In the afternoon we concluded our great adventure and Joanne flew home to Aurora, Colorado, where most of my family has lived for decades. The demographics of the state’s third largest city have shifted over the years, and as with any town that’s gone through an economic decline, the city has its challenges. But I’m very familiar with it as a pleasant suburb, not the gang-ridden hellscape that the Republican candidate for president has tried to label it, as the New York Times reported just today.
After Joanne left, I had a couple of days to enjoy Savannah on my own. For dinner I scoped out a neighborhoody wine bar far from downtown called Sobremesa. The restaurant was superb, cozy, quiet, and beautifully lit. I had a couple of glasses of mencia and two scrumptious small-ish plates: a salad with fennel, peach, cashew, and feta and just about the best gnocchi I’ve ever eaten. crunchy with sweet potato, corn, chicken, pesto, and parmesan. I read Sacha Weiss’s New York Times Magazine piece on the nine-hour Prince documentary while I ate.

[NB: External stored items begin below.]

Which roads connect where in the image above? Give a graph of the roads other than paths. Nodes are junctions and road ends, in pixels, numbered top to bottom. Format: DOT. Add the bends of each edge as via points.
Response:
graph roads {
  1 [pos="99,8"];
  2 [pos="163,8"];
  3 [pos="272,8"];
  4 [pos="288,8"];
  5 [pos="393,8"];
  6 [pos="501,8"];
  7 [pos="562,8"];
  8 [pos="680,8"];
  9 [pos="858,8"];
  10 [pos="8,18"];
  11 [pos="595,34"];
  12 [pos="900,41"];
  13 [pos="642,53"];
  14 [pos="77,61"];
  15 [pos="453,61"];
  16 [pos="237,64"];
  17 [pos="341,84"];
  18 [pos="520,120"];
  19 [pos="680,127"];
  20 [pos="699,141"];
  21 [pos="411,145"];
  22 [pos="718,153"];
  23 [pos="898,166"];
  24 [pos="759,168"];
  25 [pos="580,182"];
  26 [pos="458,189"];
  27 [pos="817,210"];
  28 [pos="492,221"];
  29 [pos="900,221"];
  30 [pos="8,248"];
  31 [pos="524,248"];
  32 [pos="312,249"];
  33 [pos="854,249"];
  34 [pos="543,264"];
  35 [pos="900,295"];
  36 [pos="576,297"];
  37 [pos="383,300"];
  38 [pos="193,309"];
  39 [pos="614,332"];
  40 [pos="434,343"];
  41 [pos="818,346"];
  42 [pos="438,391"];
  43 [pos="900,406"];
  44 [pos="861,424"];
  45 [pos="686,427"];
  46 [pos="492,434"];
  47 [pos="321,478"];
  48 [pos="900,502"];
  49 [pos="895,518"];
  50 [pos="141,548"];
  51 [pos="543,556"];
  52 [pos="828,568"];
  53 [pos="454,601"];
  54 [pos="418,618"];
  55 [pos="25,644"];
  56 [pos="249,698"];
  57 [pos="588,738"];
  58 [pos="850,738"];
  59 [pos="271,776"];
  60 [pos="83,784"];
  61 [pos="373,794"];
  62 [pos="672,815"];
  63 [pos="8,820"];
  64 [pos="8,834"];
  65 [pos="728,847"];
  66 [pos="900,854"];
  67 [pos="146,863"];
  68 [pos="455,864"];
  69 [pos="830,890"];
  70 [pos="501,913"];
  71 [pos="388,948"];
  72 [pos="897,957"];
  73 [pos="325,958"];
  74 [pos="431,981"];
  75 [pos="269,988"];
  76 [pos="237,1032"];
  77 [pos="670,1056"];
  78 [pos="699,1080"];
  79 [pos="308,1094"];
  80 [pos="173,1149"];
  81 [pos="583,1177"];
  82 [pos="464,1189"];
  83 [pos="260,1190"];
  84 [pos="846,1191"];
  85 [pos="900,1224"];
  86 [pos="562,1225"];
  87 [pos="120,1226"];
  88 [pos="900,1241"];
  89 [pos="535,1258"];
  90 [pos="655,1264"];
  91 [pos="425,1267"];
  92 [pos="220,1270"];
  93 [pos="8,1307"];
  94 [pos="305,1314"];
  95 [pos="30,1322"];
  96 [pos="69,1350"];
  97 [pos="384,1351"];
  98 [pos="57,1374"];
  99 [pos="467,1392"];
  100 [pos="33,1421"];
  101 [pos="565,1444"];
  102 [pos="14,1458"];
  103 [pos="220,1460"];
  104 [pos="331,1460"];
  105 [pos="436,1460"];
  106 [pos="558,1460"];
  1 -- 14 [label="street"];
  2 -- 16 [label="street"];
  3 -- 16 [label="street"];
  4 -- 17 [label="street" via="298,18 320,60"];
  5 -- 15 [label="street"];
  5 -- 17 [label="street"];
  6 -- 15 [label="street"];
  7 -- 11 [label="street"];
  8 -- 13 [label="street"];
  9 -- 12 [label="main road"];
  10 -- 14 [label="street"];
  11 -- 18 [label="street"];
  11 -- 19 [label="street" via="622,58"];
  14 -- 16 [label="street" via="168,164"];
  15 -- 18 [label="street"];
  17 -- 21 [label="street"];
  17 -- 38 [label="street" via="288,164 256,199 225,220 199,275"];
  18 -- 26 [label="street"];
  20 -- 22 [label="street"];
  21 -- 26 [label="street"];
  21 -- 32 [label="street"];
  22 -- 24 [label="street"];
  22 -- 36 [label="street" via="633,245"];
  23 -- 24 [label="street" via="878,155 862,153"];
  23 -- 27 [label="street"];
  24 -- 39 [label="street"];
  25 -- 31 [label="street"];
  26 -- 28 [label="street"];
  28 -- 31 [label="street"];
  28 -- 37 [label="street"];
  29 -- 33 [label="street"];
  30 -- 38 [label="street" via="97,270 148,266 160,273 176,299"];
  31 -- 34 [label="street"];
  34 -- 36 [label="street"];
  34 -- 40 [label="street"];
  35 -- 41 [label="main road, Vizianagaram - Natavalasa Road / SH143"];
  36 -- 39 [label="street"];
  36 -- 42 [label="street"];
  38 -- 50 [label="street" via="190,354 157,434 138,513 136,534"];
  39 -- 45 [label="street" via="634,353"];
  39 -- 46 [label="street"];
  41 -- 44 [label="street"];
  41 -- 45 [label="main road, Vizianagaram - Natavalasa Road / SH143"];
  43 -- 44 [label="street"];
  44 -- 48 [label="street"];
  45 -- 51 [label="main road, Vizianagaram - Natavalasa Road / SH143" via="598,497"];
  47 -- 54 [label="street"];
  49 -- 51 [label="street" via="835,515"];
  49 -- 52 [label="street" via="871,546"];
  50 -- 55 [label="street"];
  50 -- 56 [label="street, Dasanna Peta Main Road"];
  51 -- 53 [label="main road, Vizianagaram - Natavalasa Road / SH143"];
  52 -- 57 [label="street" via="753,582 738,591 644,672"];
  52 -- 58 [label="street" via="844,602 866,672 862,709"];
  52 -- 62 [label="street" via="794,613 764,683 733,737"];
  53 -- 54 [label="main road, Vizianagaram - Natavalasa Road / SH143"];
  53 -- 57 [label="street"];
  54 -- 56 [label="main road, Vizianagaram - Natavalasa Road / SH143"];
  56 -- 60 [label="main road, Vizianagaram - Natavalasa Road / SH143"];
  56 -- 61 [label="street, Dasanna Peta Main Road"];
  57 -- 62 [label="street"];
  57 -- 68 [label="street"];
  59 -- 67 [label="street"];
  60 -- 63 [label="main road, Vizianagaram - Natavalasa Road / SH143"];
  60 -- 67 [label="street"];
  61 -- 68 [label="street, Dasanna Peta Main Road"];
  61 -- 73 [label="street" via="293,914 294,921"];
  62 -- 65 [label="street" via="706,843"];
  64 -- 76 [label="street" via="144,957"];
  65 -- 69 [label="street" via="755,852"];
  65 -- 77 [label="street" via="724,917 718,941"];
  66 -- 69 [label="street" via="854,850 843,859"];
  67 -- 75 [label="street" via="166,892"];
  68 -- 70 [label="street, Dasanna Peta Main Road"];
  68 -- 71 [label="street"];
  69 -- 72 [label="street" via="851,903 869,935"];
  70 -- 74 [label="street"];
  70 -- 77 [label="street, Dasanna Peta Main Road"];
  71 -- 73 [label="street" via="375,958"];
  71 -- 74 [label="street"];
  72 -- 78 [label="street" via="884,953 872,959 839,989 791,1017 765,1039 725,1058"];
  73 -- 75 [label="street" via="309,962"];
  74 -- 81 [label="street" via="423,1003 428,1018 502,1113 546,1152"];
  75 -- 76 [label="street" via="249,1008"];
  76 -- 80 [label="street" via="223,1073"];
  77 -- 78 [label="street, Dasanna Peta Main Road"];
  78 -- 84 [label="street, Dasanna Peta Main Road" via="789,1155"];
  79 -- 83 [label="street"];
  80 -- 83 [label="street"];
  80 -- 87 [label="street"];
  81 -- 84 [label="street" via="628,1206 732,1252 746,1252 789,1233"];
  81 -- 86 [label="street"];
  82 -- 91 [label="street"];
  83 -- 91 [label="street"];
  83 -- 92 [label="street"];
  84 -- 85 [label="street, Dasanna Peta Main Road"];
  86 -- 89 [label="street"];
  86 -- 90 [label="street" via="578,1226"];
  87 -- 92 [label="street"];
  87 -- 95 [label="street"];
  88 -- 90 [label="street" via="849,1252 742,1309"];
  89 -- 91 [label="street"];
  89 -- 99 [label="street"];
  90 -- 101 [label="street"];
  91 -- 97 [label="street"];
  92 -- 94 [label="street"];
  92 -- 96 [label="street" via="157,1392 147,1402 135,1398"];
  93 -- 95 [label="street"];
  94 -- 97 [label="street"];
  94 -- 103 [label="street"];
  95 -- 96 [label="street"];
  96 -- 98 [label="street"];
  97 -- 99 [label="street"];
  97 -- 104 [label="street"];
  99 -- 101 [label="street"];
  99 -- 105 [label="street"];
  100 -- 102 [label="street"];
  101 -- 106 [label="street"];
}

I spent a leisurely Sunday morning preparing for a Zoom call, booked a massage for later in the day (Dr. Scott Miller, excellent), and then took myself out to lunch at the Sentient Bean again, where I had a fantastic farmer’s market brunch bowl while reading last week’s Sunday Times Book Review. Garth Greenwell is getting a lot of attention with his new novel, Small Rain. (He recently posted on his Substack his minutely detailed response to getting reviewed by the New York Times and the New Yorker on the same day.) He fascinates me as a writer. I read and admired his novels What Belongs to You and Cleanness. His gaze is so microscopic in a way I find dazzling. I wish I had the patience and self-training to focus that penetratingly. He was the subject of the Book Review’s “By the Book” column and had this intriguing comment about writing:
You’ve described yourself as a fan of “annoyingly obsessive granular” close reading. Where do you think that came from?
Painters used to learn by copying the great masters, composers by writing out the scores of Bach. Neurotic close reading is a way for writers to do something similar: an attempt not just mechanically to transcribe, but to enter into a process of making the choices, conscious and unconscious, that went into a great work. That’s where aesthetic education happens. It’s also a training in attentiveness, the artist’s most important resource.
After lunch I walked back through Forsyth Park, lively on the weekend. I stumbled upon a company of cosplayers who make themselves available for Itty Bitty Princess Parties. I chatted up a vivacious young gal in mermaid costume who calls herself Ariel.
For my last dinner in Savannah, I couldn’t resist the temptation to check out the Nepalese restaurant in town and had an excellent curry bowl delivered to my Airbnb. I wolfed it down watching Hannah Gadsby’s Gender Agenda comedy special on Netflix.
The weather wasn’t great, gray and drizzly much of the time I was in Savannah, though the temperature was balmy with an occasional warm breeze. My last morning the sun peeked out a little bit, and I strolled along what’s called the prettiest street in town, Jones Street. I’d seen just a few Trump signs hanging from houses, and finally along Jones Street I spied a couple of Harris Walz banners. I look forward to Georgia doing its part to save the country (again) in November.